## EXERCISE:
Write the records out again, precisely as they stand.

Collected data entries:
>>>>>
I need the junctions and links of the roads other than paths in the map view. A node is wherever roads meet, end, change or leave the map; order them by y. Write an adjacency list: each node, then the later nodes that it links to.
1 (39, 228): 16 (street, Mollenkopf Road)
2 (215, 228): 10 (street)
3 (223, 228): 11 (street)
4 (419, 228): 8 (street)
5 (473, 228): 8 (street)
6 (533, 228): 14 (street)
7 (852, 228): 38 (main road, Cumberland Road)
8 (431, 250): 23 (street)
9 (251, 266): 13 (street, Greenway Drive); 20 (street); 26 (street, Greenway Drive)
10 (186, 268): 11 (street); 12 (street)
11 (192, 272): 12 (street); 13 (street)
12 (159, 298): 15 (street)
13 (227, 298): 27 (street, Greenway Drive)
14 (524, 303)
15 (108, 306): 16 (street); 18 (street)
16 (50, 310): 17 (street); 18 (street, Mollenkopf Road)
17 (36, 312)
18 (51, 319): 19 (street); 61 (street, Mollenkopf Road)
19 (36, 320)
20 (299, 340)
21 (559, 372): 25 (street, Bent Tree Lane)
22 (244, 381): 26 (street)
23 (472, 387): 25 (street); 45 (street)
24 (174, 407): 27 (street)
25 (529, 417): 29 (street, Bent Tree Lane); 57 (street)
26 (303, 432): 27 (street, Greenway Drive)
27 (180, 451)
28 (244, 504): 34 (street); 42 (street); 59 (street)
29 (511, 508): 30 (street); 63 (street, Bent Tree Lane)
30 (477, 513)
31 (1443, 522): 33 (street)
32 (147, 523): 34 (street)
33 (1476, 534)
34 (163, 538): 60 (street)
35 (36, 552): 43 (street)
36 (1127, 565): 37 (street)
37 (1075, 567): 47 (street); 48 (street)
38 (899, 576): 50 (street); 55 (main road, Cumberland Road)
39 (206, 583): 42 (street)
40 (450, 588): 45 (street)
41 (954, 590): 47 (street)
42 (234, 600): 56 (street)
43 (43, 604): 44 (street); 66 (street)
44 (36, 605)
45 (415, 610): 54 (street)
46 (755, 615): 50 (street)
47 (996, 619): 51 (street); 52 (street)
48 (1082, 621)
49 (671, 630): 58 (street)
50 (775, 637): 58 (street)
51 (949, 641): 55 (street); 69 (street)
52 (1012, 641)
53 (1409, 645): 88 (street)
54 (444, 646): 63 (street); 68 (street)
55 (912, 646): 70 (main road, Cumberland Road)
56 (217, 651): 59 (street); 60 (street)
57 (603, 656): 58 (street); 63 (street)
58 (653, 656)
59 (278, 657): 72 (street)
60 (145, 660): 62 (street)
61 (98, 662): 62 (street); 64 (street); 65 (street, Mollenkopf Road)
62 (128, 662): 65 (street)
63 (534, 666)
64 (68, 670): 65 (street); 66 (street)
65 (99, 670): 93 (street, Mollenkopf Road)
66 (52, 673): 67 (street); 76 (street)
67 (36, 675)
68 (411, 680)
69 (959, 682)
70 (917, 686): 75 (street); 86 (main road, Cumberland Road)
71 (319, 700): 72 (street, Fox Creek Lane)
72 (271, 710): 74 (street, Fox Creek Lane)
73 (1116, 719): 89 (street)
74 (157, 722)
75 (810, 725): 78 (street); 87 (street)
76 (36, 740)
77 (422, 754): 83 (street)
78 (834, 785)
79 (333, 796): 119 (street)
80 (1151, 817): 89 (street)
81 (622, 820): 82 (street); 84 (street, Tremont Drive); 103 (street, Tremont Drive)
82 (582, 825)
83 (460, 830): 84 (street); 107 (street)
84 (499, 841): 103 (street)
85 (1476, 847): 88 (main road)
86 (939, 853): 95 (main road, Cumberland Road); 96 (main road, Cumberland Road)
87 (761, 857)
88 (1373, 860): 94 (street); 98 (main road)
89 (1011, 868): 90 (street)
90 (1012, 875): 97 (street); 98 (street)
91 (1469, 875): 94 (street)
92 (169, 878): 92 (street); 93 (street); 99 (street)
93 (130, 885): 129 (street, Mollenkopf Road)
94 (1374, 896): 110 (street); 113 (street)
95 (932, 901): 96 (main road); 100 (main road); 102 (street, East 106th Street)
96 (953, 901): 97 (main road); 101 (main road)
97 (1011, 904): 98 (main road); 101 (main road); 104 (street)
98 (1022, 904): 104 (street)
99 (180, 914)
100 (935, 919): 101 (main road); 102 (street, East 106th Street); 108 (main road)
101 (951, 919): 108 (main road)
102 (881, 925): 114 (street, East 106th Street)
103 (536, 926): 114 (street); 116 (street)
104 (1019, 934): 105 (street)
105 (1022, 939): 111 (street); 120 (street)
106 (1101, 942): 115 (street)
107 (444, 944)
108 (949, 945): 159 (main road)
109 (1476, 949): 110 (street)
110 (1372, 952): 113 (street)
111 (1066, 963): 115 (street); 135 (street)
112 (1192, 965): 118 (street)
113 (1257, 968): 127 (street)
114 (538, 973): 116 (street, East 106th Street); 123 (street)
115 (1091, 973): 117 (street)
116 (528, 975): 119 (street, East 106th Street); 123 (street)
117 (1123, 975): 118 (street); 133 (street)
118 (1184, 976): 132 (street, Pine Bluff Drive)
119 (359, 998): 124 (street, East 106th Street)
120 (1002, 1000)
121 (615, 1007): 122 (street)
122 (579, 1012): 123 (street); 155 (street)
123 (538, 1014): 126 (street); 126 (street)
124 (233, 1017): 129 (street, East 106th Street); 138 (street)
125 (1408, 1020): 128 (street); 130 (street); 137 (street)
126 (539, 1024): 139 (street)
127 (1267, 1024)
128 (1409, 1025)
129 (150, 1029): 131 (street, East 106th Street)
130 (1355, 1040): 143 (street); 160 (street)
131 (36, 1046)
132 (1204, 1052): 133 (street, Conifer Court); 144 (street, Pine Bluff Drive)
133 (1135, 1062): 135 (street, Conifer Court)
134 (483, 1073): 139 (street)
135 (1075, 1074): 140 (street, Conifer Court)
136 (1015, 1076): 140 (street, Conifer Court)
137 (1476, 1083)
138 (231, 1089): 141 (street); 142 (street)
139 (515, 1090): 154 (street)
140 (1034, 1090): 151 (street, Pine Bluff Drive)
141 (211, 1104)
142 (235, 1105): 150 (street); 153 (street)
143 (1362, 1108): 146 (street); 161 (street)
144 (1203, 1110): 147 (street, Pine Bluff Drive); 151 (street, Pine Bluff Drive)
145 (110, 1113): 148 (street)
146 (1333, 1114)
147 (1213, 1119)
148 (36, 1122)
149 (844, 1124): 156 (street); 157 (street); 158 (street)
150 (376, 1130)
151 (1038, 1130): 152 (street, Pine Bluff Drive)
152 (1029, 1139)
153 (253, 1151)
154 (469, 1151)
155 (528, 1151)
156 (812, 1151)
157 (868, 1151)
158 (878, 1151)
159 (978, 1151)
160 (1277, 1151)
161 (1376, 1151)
<<<<<
## RESULT FOR THIS TASK:
I need the junctions and links of the roads other than paths in the map view. A node is wherever roads meet, end, change or leave the map; order them by y. Write an adjacency list: each node, then the later nodes that it links to.
1 (39, 228): 16 (street, Mollenkopf Road)
2 (215, 228): 10 (street)
3 (223, 228): 11 (street)
4 (419, 228): 8 (street)
5 (473, 228): 8 (street)
6 (533, 228): 14 (street)
7 (852, 228): 38 (main road, Cumberland Road)
8 (431, 250): 23 (street)
9 (251, 266): 13 (street, Greenway Drive); 20 (street); 26 (street, Greenway Drive)
10 (186, 268): 11 (street); 12 (street)
11 (192, 272): 12 (street); 13 (street)
12 (159, 298): 15 (street)
13 (227, 298): 27 (street, Greenway Drive)
14 (524, 303)
15 (108, 306): 16 (street); 18 (street)
16 (50, 310): 17 (street); 18 (street, Mollenkopf Road)
17 (36, 312)
18 (51, 319): 19 (street); 61 (street, Mollenkopf Road)
19 (36, 320)
20 (299, 340)
21 (559, 372): 25 (street, Bent Tree Lane)
22 (244, 381): 26 (street)
23 (472, 387): 25 (street); 45 (street)
24 (174, 407): 27 (street)
25 (529, 417): 29 (street, Bent Tree Lane); 57 (street)
26 (303, 432): 27 (street, Greenway Drive)
27 (180, 451)
28 (244, 504): 34 (street); 42 (street); 59 (street)
29 (511, 508): 30 (street); 63 (street, Bent Tree Lane)
30 (477, 513)
31 (1443, 522): 33 (street)
32 (147, 523): 34 (street)
33 (1476, 534)
34 (163, 538): 60 (street)
35 (36, 552): 43 (street)
36 (1127, 565): 37 (street)
37 (1075, 567): 47 (street); 48 (street)
38 (899, 576): 50 (street); 55 (main road, Cumberland Road)
39 (206, 583): 42 (street)
40 (450, 588): 45 (street)
41 (954, 590): 47 (street)
42 (234, 600): 56 (street)
43 (43, 604): 44 (street); 66 (street)
44 (36, 605)
45 (415, 610): 54 (street)
46 (755, 615): 50 (street)
47 (996, 619): 51 (street); 52 (street)
48 (1082, 621)
49 (671, 630): 58 (street)
50 (775, 637): 58 (street)
51 (949, 641): 55 (street); 69 (street)
52 (1012, 641)
53 (1409, 645): 88 (street)
54 (444, 646): 63 (street); 68 (street)
55 (912, 646): 70 (main road, Cumberland Road)
56 (217, 651): 59 (street); 60 (street)
57 (603, 656): 58 (street); 63 (street)
58 (653, 656)
59 (278, 657): 72 (street)
60 (145, 660): 62 (street)
61 (98, 662): 62 (street); 64 (street); 65 (street, Mollenkopf Road)
62 (128, 662): 65 (street)
63 (534, 666)
64 (68, 670): 65 (street); 66 (street)
65 (99, 670): 93 (street, Mollenkopf Road)
66 (52, 673): 67 (street); 76 (street)
67 (36, 675)
68 (411, 680)
69 (959, 682)
70 (917, 686): 75 (street); 86 (main road, Cumberland Road)
71 (319, 700): 72 (street, Fox Creek Lane)
72 (271, 710): 74 (street, Fox Creek Lane)
73 (1116, 719): 89 (street)
74 (157, 722)
75 (810, 725): 78 (street); 87 (street)
76 (36, 740)
77 (422, 754): 83 (street)
78 (834, 785)
79 (333, 796): 119 (street)
80 (1151, 817): 89 (street)
81 (622, 820): 82 (street); 84 (street, Tremont Drive); 103 (street, Tremont Drive)
82 (582, 825)
83 (460, 830): 84 (street); 107 (street)
84 (499, 841): 103 (street)
85 (1476, 847): 88 (main road)
86 (939, 853): 95 (main road, Cumberland Road); 96 (main road, Cumberland Road)
87 (761, 857)
88 (1373, 860): 94 (street); 98 (main road)
89 (1011, 868): 90 (street)
90 (1012, 875): 97 (street); 98 (street)
91 (1469, 875): 94 (street)
92 (169, 878): 92 (street); 93 (street); 99 (street)
93 (130, 885): 129 (street, Mollenkopf Road)
94 (1374, 896): 110 (street); 113 (street)
95 (932, 901): 96 (main road); 100 (main road); 102 (street, East 106th Street)
96 (953, 901): 97 (main road); 101 (main road)
97 (1011, 904): 98 (main road); 101 (main road); 104 (street)
98 (1022, 904): 104 (street)
99 (180, 914)
100 (935, 919): 101 (main road); 102 (street, East 106th Street); 108 (main road)
101 (951, 919): 108 (main road)
102 (881, 925): 114 (street, East 106th Street)
103 (536, 926): 114 (street); 116 (street)
104 (1019, 934): 105 (street)
105 (1022, 939): 111 (street); 120 (street)
106 (1101, 942): 115 (street)
107 (444, 944)
108 (949, 945): 159 (main road)
109 (1476, 949): 110 (street)
110 (1372, 952): 113 (street)
111 (1066, 963): 115 (street); 135 (street)
112 (1192, 965): 118 (street)
113 (1257, 968): 127 (street)
114 (538, 973): 116 (street, East 106th Street); 123 (street)
115 (1091, 973): 117 (street)
116 (528, 975): 119 (street, East 106th Street); 123 (street)
117 (1123, 975): 118 (street); 133 (street)
118 (1184, 976): 132 (street, Pine Bluff Drive)
119 (359, 998): 124 (street, East 106th Street)
120 (1002, 1000)
121 (615, 1007): 122 (street)
122 (579, 1012): 123 (street); 155 (street)
123 (538, 1014): 126 (street); 126 (street)
124 (233, 1017): 129 (street, East 106th Street); 138 (street)
125 (1408, 1020): 128 (street); 130 (street); 137 (street)
126 (539, 1024): 139 (street)
127 (1267, 1024)
128 (1409, 1025)
129 (150, 1029): 131 (street, East 106th Street)
130 (1355, 1040): 143 (street); 160 (street)
131 (36, 1046)
132 (1204, 1052): 133 (street, Conifer Court); 144 (street, Pine Bluff Drive)
133 (1135, 1062): 135 (street, Conifer Court)
134 (483, 1073): 139 (street)
135 (1075, 1074): 140 (street, Conifer Court)
136 (1015, 1076): 140 (street, Conifer Court)
137 (1476, 1083)
138 (231, 1089): 141 (street); 142 (street)
139 (515, 1090): 154 (street)
140 (1034, 1090): 151 (street, Pine Bluff Drive)
141 (211, 1104)
142 (235, 1105): 150 (street); 153 (street)
143 (1362, 1108): 146 (street); 161 (street)
144 (1203, 1110): 147 (street, Pine Bluff Drive); 151 (street, Pine Bluff Drive)
145 (110, 1113): 148 (street)
146 (1333, 1114)
147 (1213, 1119)
148 (36, 1122)
149 (844, 1124): 156 (street); 157 (street); 158 (street)
150 (376, 1130)
151 (1038, 1130): 152 (street, Pine Bluff Drive)
152 (1029, 1139)
153 (253, 1151)
154 (469, 1151)
155 (528, 1151)
156 (812, 1151)
157 (868, 1151)
158 (878, 1151)
159 (978, 1151)
160 (1277, 1151)
161 (1376, 1151)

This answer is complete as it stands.